Uma rotina que escondia sinais de tensão
Dias antes da tragédia, o casal aparentava viver momentos de harmonia. Nas redes sociais, Katiane chegou a publicar um vídeo dedicado ao marido, agradecendo pela parceria e reforçando o carinho que dizia sentir. O gesto, que deveria simbolizar afeto, tornou-se um contraste marcante diante do que as investigações revelariam posteriormente.
Segundo reportagens, Katiane era influenciadora digital e mantinha contato frequente com a família no Ceará, onde nasceu. Ela sonhava em expandir sua carreira nas redes sociais e buscava estabilidade ao lado do marido.
A madrugada que mudou tudo: agressões registradas pelas câmeras
As primeiras horas do dia 29 de novembro foram decisivas para a investigação. As câmeras de segurança do condomínio registraram o casal chegando após um dia conturbado. Em poucos segundos, a garagem do prédio se transformou no palco de agressões claras.

As imagens mostram Alex empurrando e arrastando Katiane, que tenta se manter de pé enquanto é conduzida com força em direção ao elevador. A investigação aponta que a jovem já demonstrava sinais de fragilidade antes mesmo de entrar no prédio.
Dentro do elevador, a violência continuou. As câmeras registraram Alex tentando agarrar o pescoço da vítima, enquanto ela tentava se apoiar nas paredes para se defender. A curta viagem até o 10º andar foi marcada por agressões diretas, sem qualquer tentativa de dissimulação. Menos de dois minutos depois, Alex saiu do elevador puxando Katiane de forma brusca. Logo em seguida, ele retornou sozinho, colocando as mãos na cabeça e demonstrando aparente desespero.

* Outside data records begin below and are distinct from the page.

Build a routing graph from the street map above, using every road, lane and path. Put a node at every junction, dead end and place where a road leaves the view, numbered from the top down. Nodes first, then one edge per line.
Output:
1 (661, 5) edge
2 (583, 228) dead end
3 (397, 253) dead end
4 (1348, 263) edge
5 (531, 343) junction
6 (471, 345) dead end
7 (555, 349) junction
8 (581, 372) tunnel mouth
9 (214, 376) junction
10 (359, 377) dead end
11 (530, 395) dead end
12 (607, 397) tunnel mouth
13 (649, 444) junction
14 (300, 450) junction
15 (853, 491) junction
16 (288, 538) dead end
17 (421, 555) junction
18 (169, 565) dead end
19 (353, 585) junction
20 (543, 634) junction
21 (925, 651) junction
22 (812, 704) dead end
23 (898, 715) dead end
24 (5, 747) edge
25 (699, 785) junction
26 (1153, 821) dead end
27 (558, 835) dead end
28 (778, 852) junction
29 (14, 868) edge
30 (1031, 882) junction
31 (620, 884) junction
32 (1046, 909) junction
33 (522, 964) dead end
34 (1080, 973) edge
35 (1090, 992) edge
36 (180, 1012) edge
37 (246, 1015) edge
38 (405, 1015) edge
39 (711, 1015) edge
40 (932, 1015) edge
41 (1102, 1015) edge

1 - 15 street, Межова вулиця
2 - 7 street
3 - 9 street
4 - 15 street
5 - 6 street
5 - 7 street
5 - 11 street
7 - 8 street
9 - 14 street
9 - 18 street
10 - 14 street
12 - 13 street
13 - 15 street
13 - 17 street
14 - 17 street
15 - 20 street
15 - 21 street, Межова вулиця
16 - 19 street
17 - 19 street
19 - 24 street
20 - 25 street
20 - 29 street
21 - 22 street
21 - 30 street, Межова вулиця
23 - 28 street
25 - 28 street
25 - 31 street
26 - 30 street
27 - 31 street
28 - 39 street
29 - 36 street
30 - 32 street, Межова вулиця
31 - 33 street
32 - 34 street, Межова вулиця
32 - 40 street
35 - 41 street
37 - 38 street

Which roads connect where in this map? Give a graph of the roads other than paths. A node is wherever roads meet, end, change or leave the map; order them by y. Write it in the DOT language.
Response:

A queda e o socorro imediato
Poucos minutos após o casal entrar no apartamento, moradores ouviram um forte impacto. Ao verificarem o que havia acontecido, encontraram Katiane caída após despencar do 10º andar. A equipe de segurança foi acionada imediatamente, e a jovem chegou a receber atendimento, mas não resistiu aos ferimentos provocados pela queda.

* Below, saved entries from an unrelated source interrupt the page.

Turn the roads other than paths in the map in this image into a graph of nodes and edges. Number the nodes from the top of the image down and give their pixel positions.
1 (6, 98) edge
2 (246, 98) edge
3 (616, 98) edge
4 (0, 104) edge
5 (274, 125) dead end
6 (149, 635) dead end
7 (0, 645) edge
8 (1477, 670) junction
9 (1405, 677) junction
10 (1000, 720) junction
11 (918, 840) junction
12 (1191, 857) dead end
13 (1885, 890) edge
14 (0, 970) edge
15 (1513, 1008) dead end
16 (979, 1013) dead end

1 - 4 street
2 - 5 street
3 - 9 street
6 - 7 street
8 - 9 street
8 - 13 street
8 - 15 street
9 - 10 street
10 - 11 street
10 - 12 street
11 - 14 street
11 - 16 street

Esse intervalo curto entre as agressões registradas e a queda foi fundamental para orientar a linha investigativa da Polícia Civil, que passou a tratar o caso como possível feminicídio.

A investigação e a prisão do suspeito
Inicialmente, Alex afirmou que a esposa havia cometido suicídio. No entanto, as imagens obtidas pela polícia contradisseram sua versão. Nove dias após a morte, ele foi preso e passou a responder por feminicídio consumado, segundo a Secretaria da Segurança Pública de São Paulo.

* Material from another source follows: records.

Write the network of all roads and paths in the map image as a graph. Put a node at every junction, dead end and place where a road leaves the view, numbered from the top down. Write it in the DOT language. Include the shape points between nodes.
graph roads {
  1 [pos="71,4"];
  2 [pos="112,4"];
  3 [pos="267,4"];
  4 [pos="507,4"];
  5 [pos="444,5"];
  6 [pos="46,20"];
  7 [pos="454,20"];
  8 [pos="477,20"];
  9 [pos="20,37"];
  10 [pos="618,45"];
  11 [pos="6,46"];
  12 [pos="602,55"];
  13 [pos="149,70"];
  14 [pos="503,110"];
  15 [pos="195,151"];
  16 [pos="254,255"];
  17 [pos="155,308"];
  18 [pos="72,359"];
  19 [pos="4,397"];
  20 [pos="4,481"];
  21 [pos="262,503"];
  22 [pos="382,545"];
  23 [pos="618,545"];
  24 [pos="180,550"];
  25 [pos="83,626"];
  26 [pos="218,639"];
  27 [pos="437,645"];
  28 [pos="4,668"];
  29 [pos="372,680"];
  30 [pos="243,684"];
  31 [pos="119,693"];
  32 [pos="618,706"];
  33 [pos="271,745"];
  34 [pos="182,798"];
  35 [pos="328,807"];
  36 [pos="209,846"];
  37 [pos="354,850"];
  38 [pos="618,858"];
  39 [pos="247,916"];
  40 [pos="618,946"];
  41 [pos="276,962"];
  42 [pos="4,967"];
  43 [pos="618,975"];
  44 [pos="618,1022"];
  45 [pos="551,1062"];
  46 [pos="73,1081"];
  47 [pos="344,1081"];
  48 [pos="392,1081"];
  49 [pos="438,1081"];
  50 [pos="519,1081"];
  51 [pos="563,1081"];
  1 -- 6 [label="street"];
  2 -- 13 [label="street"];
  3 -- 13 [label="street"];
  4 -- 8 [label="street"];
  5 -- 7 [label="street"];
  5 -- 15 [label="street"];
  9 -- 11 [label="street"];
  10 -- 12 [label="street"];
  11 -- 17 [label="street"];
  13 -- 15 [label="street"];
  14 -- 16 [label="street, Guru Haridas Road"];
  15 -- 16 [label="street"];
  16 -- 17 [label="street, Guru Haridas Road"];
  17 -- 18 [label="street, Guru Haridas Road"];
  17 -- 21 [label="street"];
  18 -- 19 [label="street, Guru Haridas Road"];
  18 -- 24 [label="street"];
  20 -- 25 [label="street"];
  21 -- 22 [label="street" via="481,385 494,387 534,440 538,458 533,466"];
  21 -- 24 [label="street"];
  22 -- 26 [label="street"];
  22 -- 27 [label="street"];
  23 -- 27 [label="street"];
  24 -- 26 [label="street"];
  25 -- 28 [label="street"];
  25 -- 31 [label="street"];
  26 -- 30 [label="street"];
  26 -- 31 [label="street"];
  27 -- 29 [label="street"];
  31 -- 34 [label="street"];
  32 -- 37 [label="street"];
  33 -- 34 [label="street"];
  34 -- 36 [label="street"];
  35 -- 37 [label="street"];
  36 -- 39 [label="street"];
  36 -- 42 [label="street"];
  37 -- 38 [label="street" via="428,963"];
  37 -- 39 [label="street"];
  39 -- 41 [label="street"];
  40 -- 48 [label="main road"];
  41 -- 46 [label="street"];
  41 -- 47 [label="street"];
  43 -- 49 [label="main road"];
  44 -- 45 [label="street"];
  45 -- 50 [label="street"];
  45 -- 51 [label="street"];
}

As gravações foram consideradas cruciais para a prisão do suspeito, desmontando completamente a narrativa inicial apresentada por ele. A polícia segue investigando se houve intenção direta de empurrar a vítima ou se a queda ocorreu durante uma nova agressão dentro do apartamento.
Repercussão e comoção nacional
O caso gerou forte comoção nas redes sociais, especialmente entre seguidores de Katiane, que acompanhavam sua rotina e sua relação com o marido. A postura de Alex após o crime também chamou atenção dos investigadores, já que ele chegou a comparecer ao velório da esposa no Ceará antes de ser preso.
A história reacendeu debates sobre violência doméstica, sinais de alerta e a importância de denúncias precoces. Especialistas reforçam que casos como o de Katiane, infelizmente, não são isolados e refletem um problema estrutural que ainda exige atenção urgente.
A morte de Maria Katiane Gomes da Silva expõe, de forma dolorosa, a escalada silenciosa da violência doméstica. As imagens reveladas pela investigação mostram que, por trás de demonstrações públicas de afeto, havia um ciclo de agressões que culminou em um desfecho trágico. O caso segue em investigação, mas já deixa um alerta claro: a violência contra a mulher continua sendo uma realidade que precisa ser combatida com rigor, informação e apoio às vítimas.